- Task: Below are the records; copy each line in which "pinky" can be found.

Records from a data collection:
_ _ _ _ _

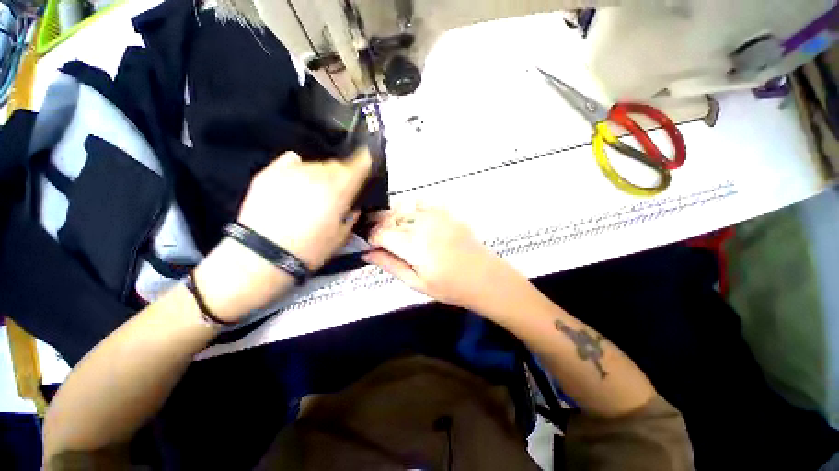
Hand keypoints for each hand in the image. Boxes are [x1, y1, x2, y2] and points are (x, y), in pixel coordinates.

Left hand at [194, 150, 371, 322]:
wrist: (263, 255)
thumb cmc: (309, 250)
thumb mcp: (341, 236)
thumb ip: (351, 216)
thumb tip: (353, 206)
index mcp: (339, 191)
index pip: (359, 165)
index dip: (364, 164)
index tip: (365, 165)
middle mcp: (318, 175)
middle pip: (337, 164)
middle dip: (341, 175)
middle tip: (337, 192)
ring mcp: (292, 171)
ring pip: (315, 164)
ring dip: (320, 175)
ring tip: (313, 194)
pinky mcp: (270, 173)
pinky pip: (292, 162)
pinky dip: (298, 169)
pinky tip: (297, 183)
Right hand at [364, 206, 518, 311]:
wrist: (485, 277)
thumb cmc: (450, 287)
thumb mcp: (417, 283)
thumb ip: (390, 265)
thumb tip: (367, 254)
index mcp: (414, 245)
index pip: (380, 233)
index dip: (371, 238)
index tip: (371, 246)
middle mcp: (423, 225)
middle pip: (390, 217)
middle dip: (379, 226)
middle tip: (379, 239)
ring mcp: (436, 215)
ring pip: (403, 207)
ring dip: (393, 217)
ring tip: (394, 231)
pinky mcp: (446, 213)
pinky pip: (422, 202)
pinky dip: (412, 208)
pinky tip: (413, 220)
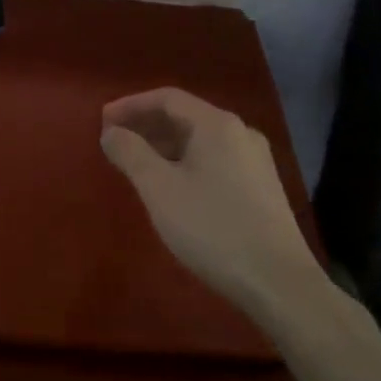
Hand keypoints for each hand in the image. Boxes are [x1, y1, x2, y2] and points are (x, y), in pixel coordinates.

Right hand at [100, 88, 319, 313]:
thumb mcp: (159, 189)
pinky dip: (184, 162)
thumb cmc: (212, 228)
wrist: (278, 283)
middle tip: (114, 142)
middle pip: (185, 116)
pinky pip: (213, 159)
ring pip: (200, 140)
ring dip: (164, 145)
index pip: (167, 98)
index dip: (130, 105)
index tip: (102, 121)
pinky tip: (170, 186)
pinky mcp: (261, 187)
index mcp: (217, 125)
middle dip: (146, 125)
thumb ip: (130, 153)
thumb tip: (111, 132)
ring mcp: (255, 160)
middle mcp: (240, 133)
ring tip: (135, 164)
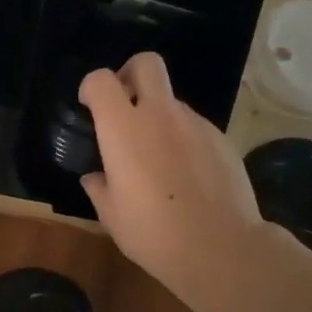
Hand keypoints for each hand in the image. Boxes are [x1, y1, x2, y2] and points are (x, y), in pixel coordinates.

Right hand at [79, 52, 269, 311]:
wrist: (219, 247)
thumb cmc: (152, 232)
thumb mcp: (111, 215)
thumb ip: (99, 187)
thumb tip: (96, 177)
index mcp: (123, 129)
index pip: (101, 80)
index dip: (91, 87)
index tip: (89, 107)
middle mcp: (159, 115)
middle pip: (147, 64)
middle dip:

_ _ _ _ _

- Worked solution:
pinky mcp: (270, 173)
pinky pip: (292, 162)
pinky dip: (298, 169)
pinky tip: (297, 183)
pinky mcp: (446, 213)
pinky pip: (422, 202)
pinky dip: (412, 208)
pinky tip: (413, 220)
pinky dip: (184, 162)
pinky pip: (213, 159)
pinky tip: (170, 186)
pinky mcp: (261, 187)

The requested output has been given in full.